Discurso de Ahmadinejad na ONU tem problemas de tradução

Líder iraniano criticou e responsabilizou capitalismo por mazelas da humanidade e pediu retorno à 'mentalidade divina'

iG São Paulo |

O presidente do Irã, Mahmoud Ahmadinejad, pronunciou nesta terça-feira um discurso na cúpula da ONU sobre as Metas do Milênio, que ficou sem tradução simultânea. Ahmadinejad chegou a interromper seu discurso para queixar-se da tradução dos serviços oficiais das Nações Unidas, que disseram ler uma tradução que lhes havia sido entregue antecipadamente.

No texto entregue previamente sobre o discurso na ONU, o presidente iraniano culpou o capitalismo por desastres e mazelas da humanidade.

AFP
Ahmadinejad faz pausa por causa da tradução durante discurso em cúpula da ONU, em Nova York
“A demanda do capitalismo liberal e corporações transnacionais causaram o sofrimento de incontáveis mulheres, homens e crianças em muitos países”, disse Ahmadinejad na sede da ONU em Nova York. “É minha crença que no novo milênio precisamos nos voltar à mentalidade divina, à nossa verdadeira natureza, da qual o homem foi criado, e ao governo justo e imparcial".

O líder iraniano disse ainda que “agora que a ordem discriminatória do capitalismo e da hegemonia estão enfrentando a derrota e se aproximam de seu fim, é necessária uma participação maciça para fazer respeitar a justiça e as relações prósperas".

Ahmadinejad também criticou "as estruturas de governo antidemocráticas e injustas" que constituem "o pano de fundo das condições a que está submetida a humanidade".

Sakineh

Ainda nesta terça-feira, o Ministério de Assuntos Exteriores do Irã voltou a classificar de "propaganda" contra o país a polêmica internacional criada pela condenação à morte por apedrejamento de Sakineh Mohammadi Ashtiani, acusada de adultério.

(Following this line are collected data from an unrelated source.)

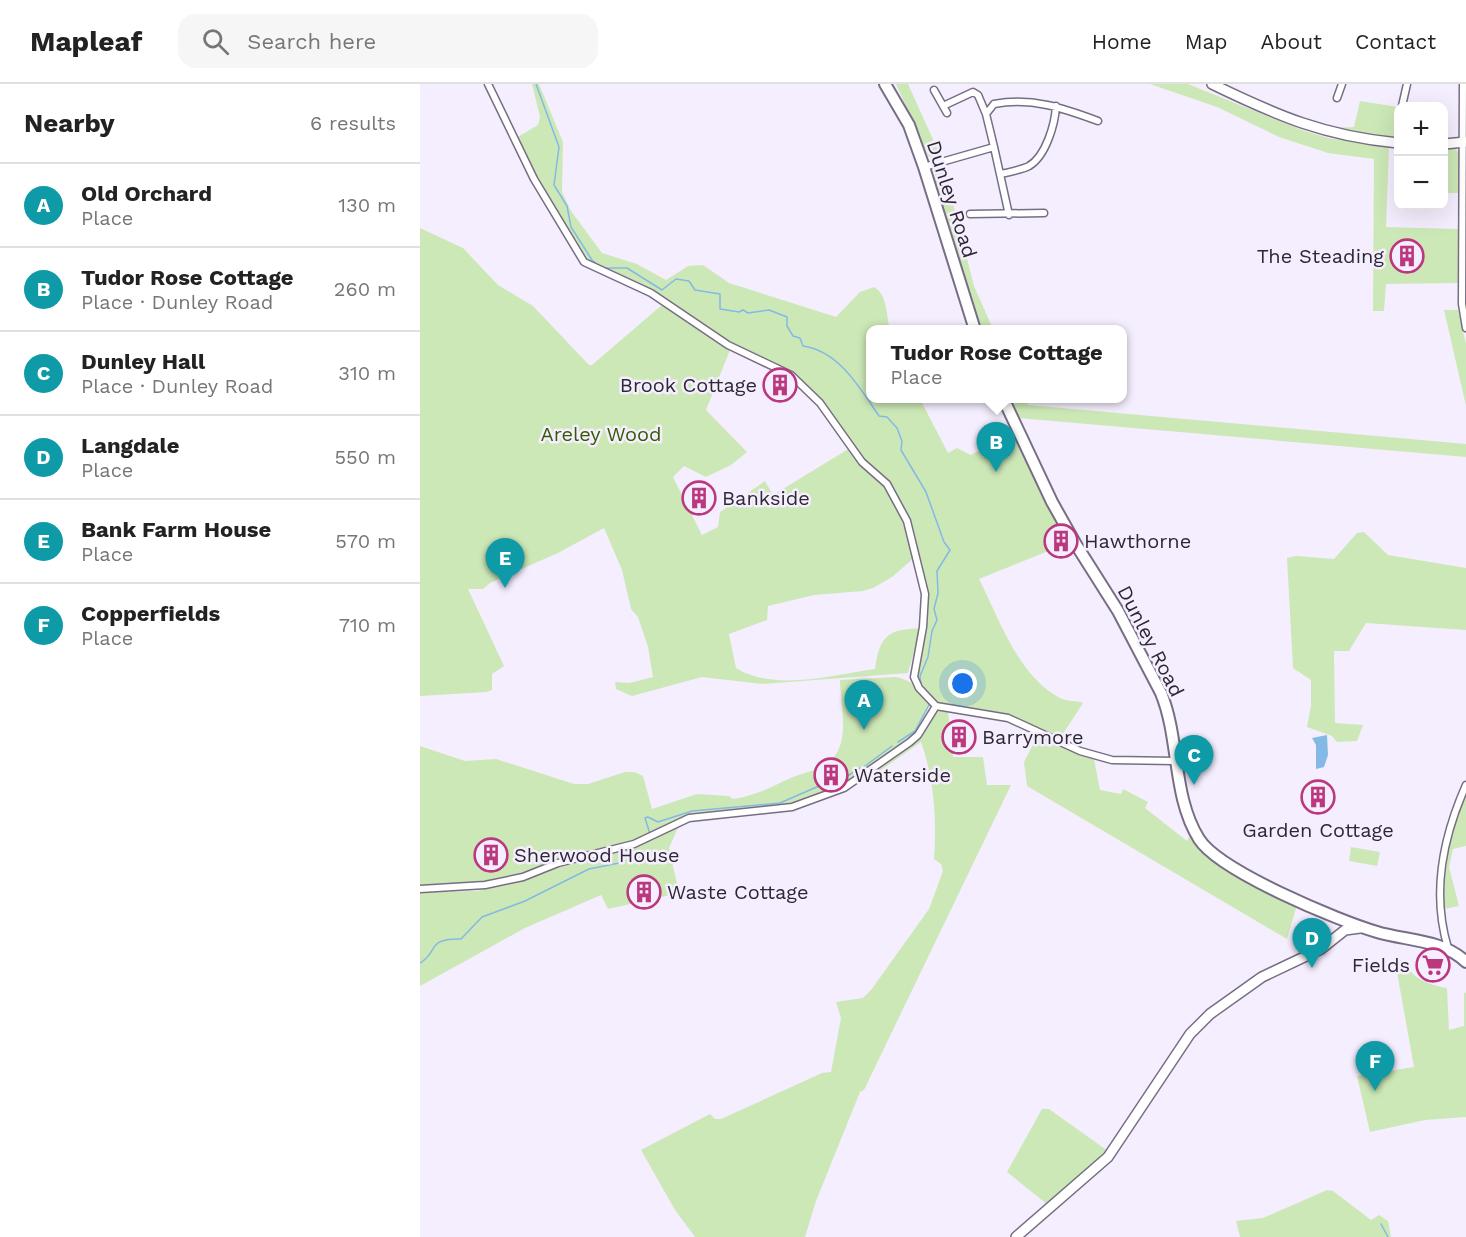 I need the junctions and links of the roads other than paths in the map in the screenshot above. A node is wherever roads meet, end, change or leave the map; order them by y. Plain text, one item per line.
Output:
1 (488, 84) edge
2 (885, 84) edge
3 (1212, 84) edge
4 (1342, 84) edge
5 (1407, 84) edge
6 (1463, 84) edge
7 (934, 90) dead end
8 (1337, 98) dead end
9 (1402, 102) edge
10 (943, 106) junction
11 (1056, 106) junction
12 (947, 113) dead end
13 (986, 114) junction
14 (1098, 121) dead end
15 (1394, 142) edge
16 (1464, 143) edge
17 (1448, 144) edge
18 (994, 147) junction
19 (924, 167) junction
20 (1001, 174) junction
21 (1044, 213) dead end
22 (970, 214) dead end
23 (1009, 215) junction
24 (973, 325) edge
25 (1466, 328) edge
26 (1005, 403) edge
27 (936, 706) junction
28 (1174, 761) junction
29 (1466, 785) edge
30 (420, 889) edge
31 (1334, 917) junction
32 (1362, 928) junction
33 (1336, 937) junction
34 (1448, 948) junction
35 (1466, 962) edge
36 (1016, 1237) edge

1 - 27 street
2 - 19 main road, Dunley Road
3 - 15 street
4 - 8 street
5 - 9 street
6 - 16 street
7 - 10 street
10 - 12 street
10 - 13 street
11 - 13 street
11 - 14 street
11 - 20 street
13 - 18 street
16 - 17 street
16 - 25 street
18 - 19 street
18 - 20 street
19 - 24 main road, Dunley Road
20 - 23 street
21 - 23 street
22 - 23 street
26 - 28 main road, Dunley Road
27 - 28 street
27 - 30 street
28 - 31 main road, Dunley Road
29 - 34 street
31 - 32 main road, Dunley Road
31 - 33 street
32 - 33 street
32 - 34 main road, Dunley Road
33 - 36 street
34 - 35 main road, Dunley Road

"Desde o princípio, o tema foi manipulado pela mídia contra o Irã para fabricar uma controvérsia sobre os direitos humanos", afirmou o porta-voz do Ministério citado, Ramin Mehmanparast.

O funcionário reiterou que Sakineh foi detida por estar relacionada com o assassinato de seu marido e argumentou que a investigação posterior revelou que ela havia mantido uma relação sexual ilícita com outro homem. Além disso, lembrou que o processo não foi concluído e que ainda não existe uma sentença final.

No início de agosto, o governo brasileiro ofereceu asilo à iraniana , mas causou um desconforto diplomático entre os países. Além de Ahmadinejad ter negado o asilo, a embaixada do Irã no Brasil divulgou uma declaração em que afirma que o governo do país considera a oferta de Lula "um pedido de um país amigo, baseado nos sentimentos puramente humanitários", mas questiona as "consequências" e pergunta se o "Brasil precisará ter um local para criminosos de outros países".